Nanotech as a religion has been a common thread on this blog for years, especially when connected to the Drexlerites and their belief in the book (see comments here). I’ve also been involved with a number of debates with philosophers where the subject of religion has come up, and as with many technologies there is a fear among some that technology is intruding into areas where God should be the final arbiter.
Of course the logical extension of that argument is that all medicine is playing God, and some sects such as Jehovah’s Witnesses even refuse blood transfusions on these grounds while others prance around the increasingly fine line between accepting the benefits of modern technology while keeping their moral compasses more or less correctly aligned, although in an often rather bigoted way. Moreover there is a growing tendency to accept only the elements of science which are directly beneficial and reject the rest.
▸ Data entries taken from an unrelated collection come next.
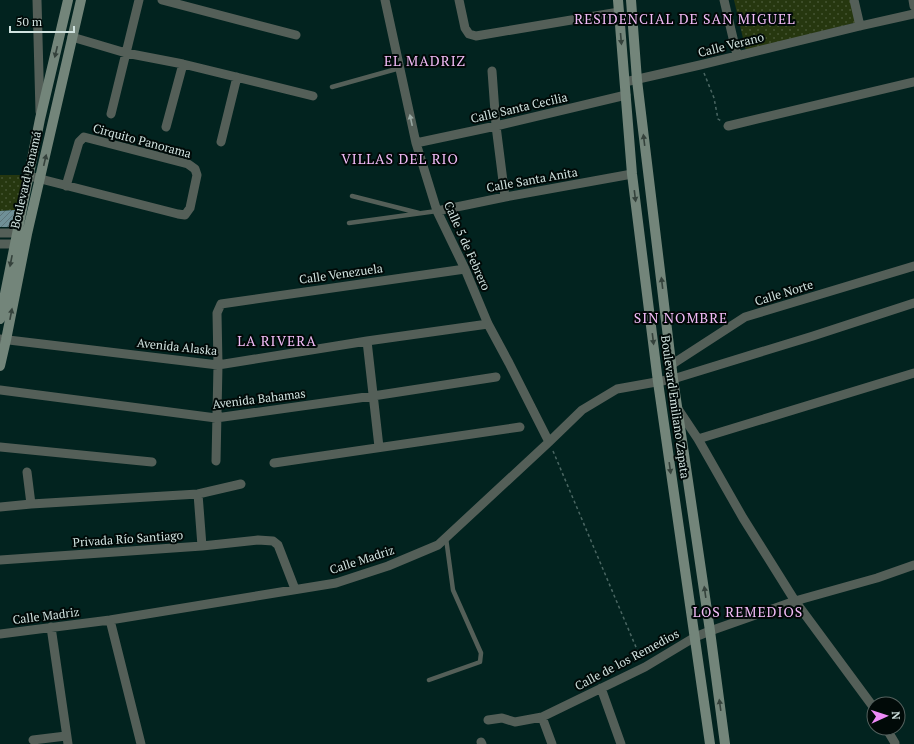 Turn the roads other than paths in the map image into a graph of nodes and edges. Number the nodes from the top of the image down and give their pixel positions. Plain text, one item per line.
1 (37, 0) edge
2 (68, 0) edge
3 (81, 0) edge
4 (139, 0) edge
5 (162, 0) edge
6 (386, 0) edge
7 (459, 0) edge
8 (618, 0) edge
9 (631, 0) edge
10 (724, 0) edge
11 (854, 0) edge
12 (912, 0) edge
13 (914, 6) edge
14 (619, 12) junction
15 (914, 14) edge
16 (860, 26) junction
17 (296, 35) dead end
18 (72, 37) junction
19 (126, 53) junction
20 (737, 55) junction
21 (183, 64) junction
22 (400, 68) junction
23 (492, 71) dead end
24 (237, 77) junction
25 (637, 80) junction
26 (625, 82) junction
27 (914, 82) edge
28 (332, 87) dead end
29 (626, 95) junction
30 (313, 96) dead end
31 (111, 114) dead end
32 (40, 119) junction
33 (496, 126) junction
34 (728, 126) road end
35 (166, 127) dead end
36 (221, 142) dead end
37 (416, 143) junction
38 (632, 174) junction
39 (29, 176) junction
40 (40, 178) junction
41 (66, 186) junction
42 (352, 196) dead end
43 (506, 196) junction
44 (436, 211) junction
45 (422, 214) junction
46 (349, 224) dead end
47 (0, 233) edge
48 (22, 233) junction
49 (0, 244) edge
50 (20, 245) junction
51 (914, 266) edge
52 (465, 269) junction
53 (914, 303) edge
54 (0, 319) edge
55 (488, 324) junction
56 (3, 339) edge
57 (367, 341) junction
58 (218, 364) junction
59 (672, 365) junction
60 (0, 366) edge
61 (914, 373) edge
62 (496, 377) dead end
63 (673, 379) junction
64 (658, 382) junction
65 (0, 390) edge
66 (373, 396) junction
67 (678, 409) junction
68 (216, 418) junction
69 (520, 427) dead end
70 (698, 439) junction
71 (549, 442) junction
72 (0, 447) edge
73 (379, 447) junction
74 (216, 461) dead end
75 (152, 462) dead end
76 (274, 463) dead end
77 (27, 472) dead end
78 (240, 484) dead end
79 (198, 494) junction
80 (31, 504) junction
81 (0, 507) edge
82 (446, 538) junction
83 (202, 546) junction
84 (0, 560) edge
85 (914, 565) edge
86 (295, 589) junction
87 (796, 601) junction
88 (110, 620) junction
89 (50, 627) junction
90 (710, 631) junction
91 (0, 634) edge
92 (695, 637) junction
93 (429, 680) dead end
94 (601, 688) junction
95 (866, 697) edge
96 (542, 717) junction
97 (488, 720) dead end
98 (34, 740) dead end
99 (67, 740) edge
100 (141, 744) edge
101 (552, 744) edge
102 (621, 744) edge
103 (710, 744) edge
104 (725, 744) edge

1 - 32 street
2 -> 32 street, Boulevard Panamá
3 - 18 street, Boulevard Panamá
4 - 19 street
5 - 17 street
6 - 22 street, Calle 5 de Febrero
7 - 14 street
8 - 14 street, Boulevard Emiliano Zapata
9 - 25 street, Boulevard Emiliano Zapata
10 - 20 street
11 - 16 street
12 - 13 street
14 -> 26 street, Boulevard Emiliano Zapata
15 - 16 street, Calle Verano
16 - 20 street, Calle Verano
18 - 19 street
40 -> 18 street, Boulevard Panamá
19 - 21 street
19 - 31 street
20 - 25 street, Calle Verano
21 - 24 street
21 - 35 street
22 - 28 lane
37 -> 22 street, Calle 5 de Febrero
23 - 33 street
24 - 30 street
24 - 36 street
25 - 26 street, Calle Verano
59 -> 25 street, Boulevard Emiliano Zapata
26 - 29 street, Boulevard Emiliano Zapata
27 - 34 street
29 - 33 street, Calle Santa Cecilia
29 - 38 street, Boulevard Emiliano Zapata
32 - 39 street, Boulevard Panamá
33 - 37 street, Calle Santa Cecilia
33 - 43 street
37 - 44 street, Calle 5 de Febrero
38 - 43 street, Calle Santa Anita
38 -> 64 street, Boulevard Emiliano Zapata
39 - 40 street, Cirquito Panorama
39 - 48 street, Boulevard Panamá
40 - 41 street, Cirquito Panorama
40 - 48 street, Boulevard Panamá
41 - 41 street, Cirquito Panorama
42 - 45 lane
43 - 44 street, Calle Santa Anita
44 - 45 lane
44 - 52 street, Calle 5 de Febrero
45 - 46 lane
47 - 48 street
48 - 50 street, Boulevard Panamá
49 - 50 street
50 -> 54 street, Boulevard Panamá
56 -> 50 street, Boulevard Panamá
51 - 59 street, Calle Norte
52 - 55 street, Calle 5 de Febrero
52 - 58 street, Calle Venezuela
53 - 63 street, Calle Madriz
55 - 57 street, Avenida Alaska
55 - 71 street, Calle 5 de Febrero
56 - 58 street, Avenida Alaska
56 - 60 street, Boulevard Panamá
57 - 58 street, Avenida Alaska
57 - 66 street
58 - 68 street
59 - 63 street, Boulevard Emiliano Zapata
61 - 70 street
62 - 66 street, Avenida Bahamas
63 - 64 street, Calle Madriz
63 - 67 street, Boulevard Emiliano Zapata
64 - 71 street, Calle Madriz
64 -> 92 street, Boulevard Emiliano Zapata
65 - 68 street, Avenida Bahamas
66 - 68 street, Avenida Bahamas
66 - 73 street
67 - 70 street, Boulevard Emiliano Zapata
90 -> 67 street, Boulevard Emiliano Zapata
68 - 74 street
69 - 73 street
70 - 87 street, Boulevard Emiliano Zapata
71 - 82 street, Calle Madriz
72 - 75 street
73 - 76 street
77 - 80 street
78 - 79 street
79 - 80 street
79 - 83 street
80 - 81 street
82 - 86 street, Calle Madriz
82 - 93 lane
83 - 84 street, Privada Río Santiago
83 - 86 street, Privada Río Santiago
85 - 87 street, Calle de los Remedios
86 - 88 street, Calle Madriz
87 - 90 street, Calle de los Remedios
87 - 95 street, Boulevard Emiliano Zapata
88 - 89 street, Calle Madriz
88 - 100 street
89 - 91 street, Calle Madriz
89 - 99 street
90 - 92 street, Calle de los Remedios
104 -> 90 street, Boulevard Emiliano Zapata
92 - 94 street, Calle de los Remedios
92 - 103 street, Boulevard Emiliano Zapata
94 - 96 street, Calle de los Remedios
94 - 102 street
96 - 97 street, Calle de los Remedios
96 - 101 street
98 - 99 street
A typical example is the dozens of hippies who travelled to Stansted airport this morning in order to protest against carbon emissions, none of whom presumably walked or travelled by home made wooden bicycle, or protesters who feel morally comfortable with beating up someone who works at an animal testing lab while happily using the drugs produced as a result.
Perhaps the problem is that the whole of science is just too big for people to make the connections between its constituent parts, and that some people are just too bigoted to listen to reason, which puts environmental protesters and terrorists rather too morally close for comfort – after all everyone claims that they were just doing what they believed was right.
The BBC makes its usual pigs ear of science reporting on today’s study of links between religiosity and scientific attitudes with the headline ‘Religious Shun Nanotechnology’ – perhaps they should listen to their own broadcasts – and misses the point by a mile. Asking a question such as “is nanotechnology morally acceptable will give the same answer as whether chemistry is morally acceptable. It might be a straight ‘no’, a heart ‘yes’ or a more educated “what part of chemistry are we talking about – weapons or pharmaceuticals?’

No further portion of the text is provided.